Consolazio Awarded Third Place in Trinidad and Tobago National Competition

Consolazio Awarded Third Place in Trinidad and Tobago National Competition Consolazio Awarded Third Place in Trinidad and Tobago National Competition PhD Student Nizette Consolazio, and her advisor Associate Research Professor Athanasios Karamalidis were recently awarded third place in the Scientific Creative Solutions Competition in the Prime Minister's Awards for Scientific Ingenuity in Trinidad and Tobago.

In their entry, The Fate of Biocides in Produced Water, Consolazio tackles the need to understand the fate of chemical additives used for the extraction of oil and natural gas. Models currently used by the industry assume that these compounds do not react with the lithophacies of the oil and natural gas formations, or that the reactions are the same as those observed at ambient conditions. Instead, the team proposed a process to determine the chemical reactions between additives and formation minerals for a specific drilling site. Their proposed process predicts whether chemical additives and their reaction products may contaminate air, water or sediment.
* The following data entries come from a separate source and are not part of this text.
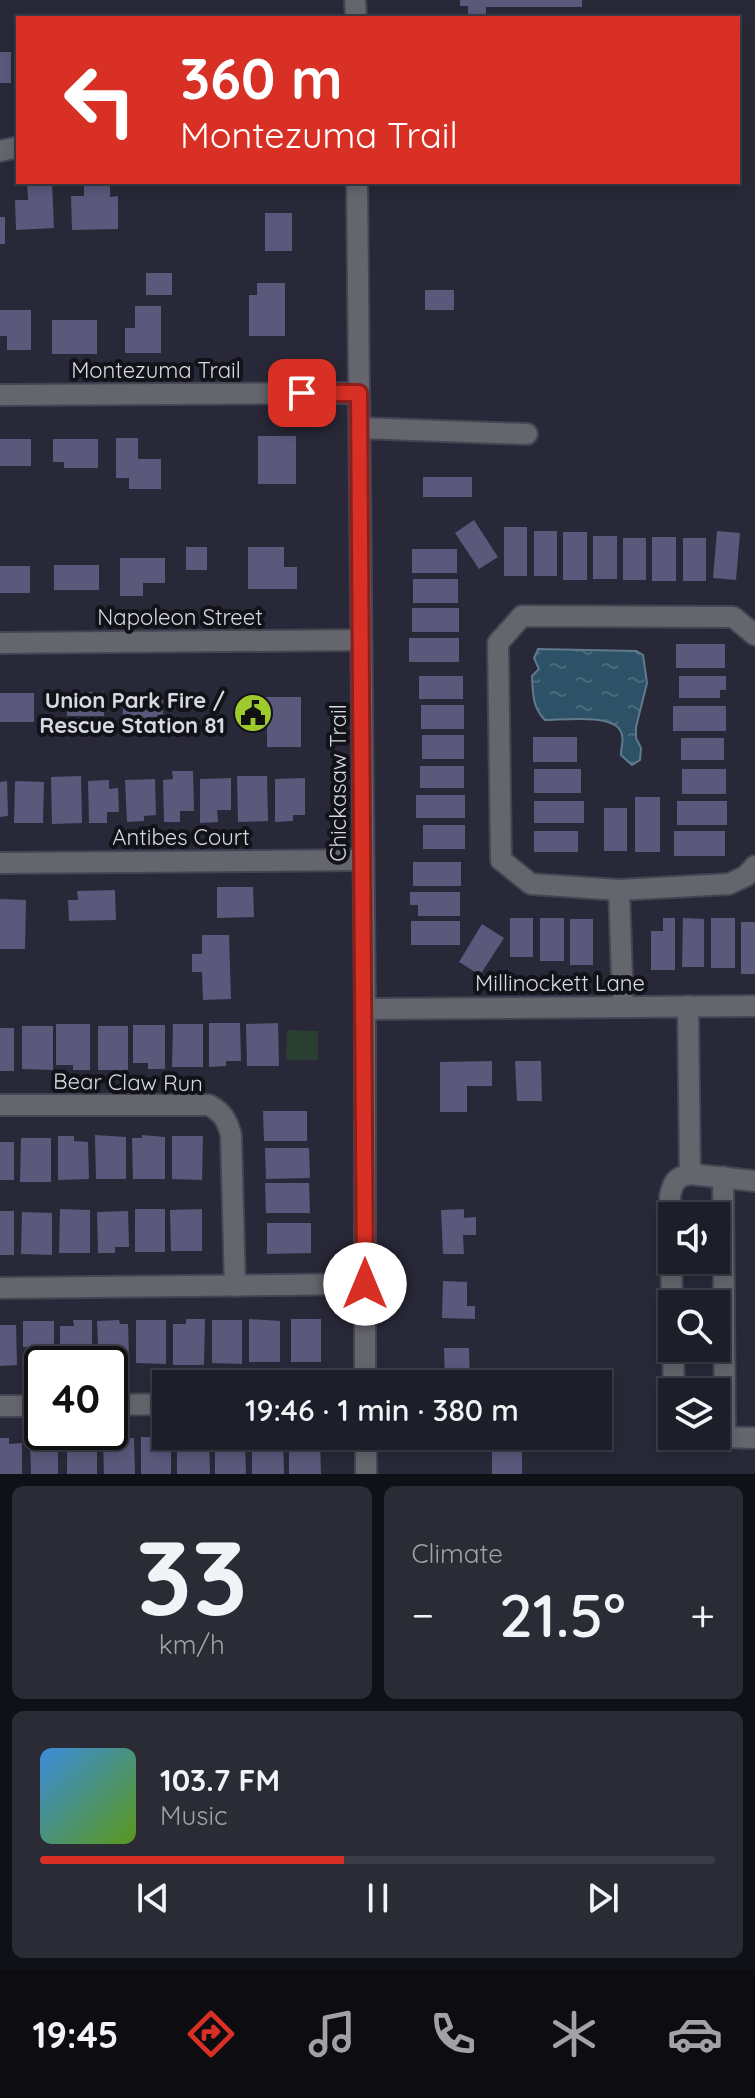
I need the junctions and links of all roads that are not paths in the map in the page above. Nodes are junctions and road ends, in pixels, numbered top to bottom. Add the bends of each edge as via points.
1 (357, 184) edge
2 (359, 393) junction
3 (0, 395) edge
4 (360, 428) junction
5 (527, 434) dead end
6 (755, 635) edge
7 (361, 640) junction
8 (0, 643) edge
9 (363, 860) junction
10 (0, 863) edge
11 (755, 866) edge
12 (619, 890) junction
13 (623, 1006) junction
14 (688, 1006) junction
15 (755, 1006) edge
16 (365, 1009) junction
17 (0, 1105) edge
18 (690, 1174) junction
19 (723, 1177) junction
20 (755, 1181) edge
21 (365, 1284) junction
22 (235, 1286) junction
23 (0, 1288) edge
24 (672, 1290) edge
25 (365, 1370) edge
26 (725, 1378) edge
27 (152, 1404) edge
28 (128, 1405) edge
29 (0, 1406) edge
30 (24, 1406) edge
31 (730, 1438) edge
32 (755, 1438) edge
33 (366, 1450) edge
34 (366, 1474) edge

1 - 2 street, Chickasaw Trail
2 - 3 street, Montezuma Trail
2 - 4 street, Chickasaw Trail
4 - 5 street
4 - 7 street, Chickasaw Trail
6 - 12 street via 733,617 522,616 498,643 501,860 531,884
7 - 8 street, Napoleon Street
7 - 9 street, Chickasaw Trail
9 - 10 street, Antibes Court
9 - 16 street, Chickasaw Trail
11 - 12 street via 729,884
12 - 13 street
13 - 14 street, Millinockett Lane
13 - 16 street, Millinockett Lane
14 - 15 street, Millinockett Lane
14 - 18 street
16 - 21 street, Chickasaw Trail
17 - 22 street, Bear Claw Run via 209,1105 219,1111 231,1135
18 - 19 street
18 - 24 street via 673,1183 670,1196
19 - 20 street
19 - 26 street
21 - 22 street
21 - 25 street, Chickasaw Trail
22 - 23 street
27 - 28 street
29 - 30 street
31 - 32 street
33 - 34 street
In its 15th year, the Prime Minister's Awards for Scientific Ingenuity recognizes outstanding accomplishments in science and technology focused on innovative and creative solutions to commonplace issues facing the people of Trinidad and Tobago. Consolazio, a citizen of Trinidad, studies the fate of hydraulic fracturing fluid additives in the Marcellus Shale, and is co-advised by CEE Professors Karamalidis and Greg Lowry.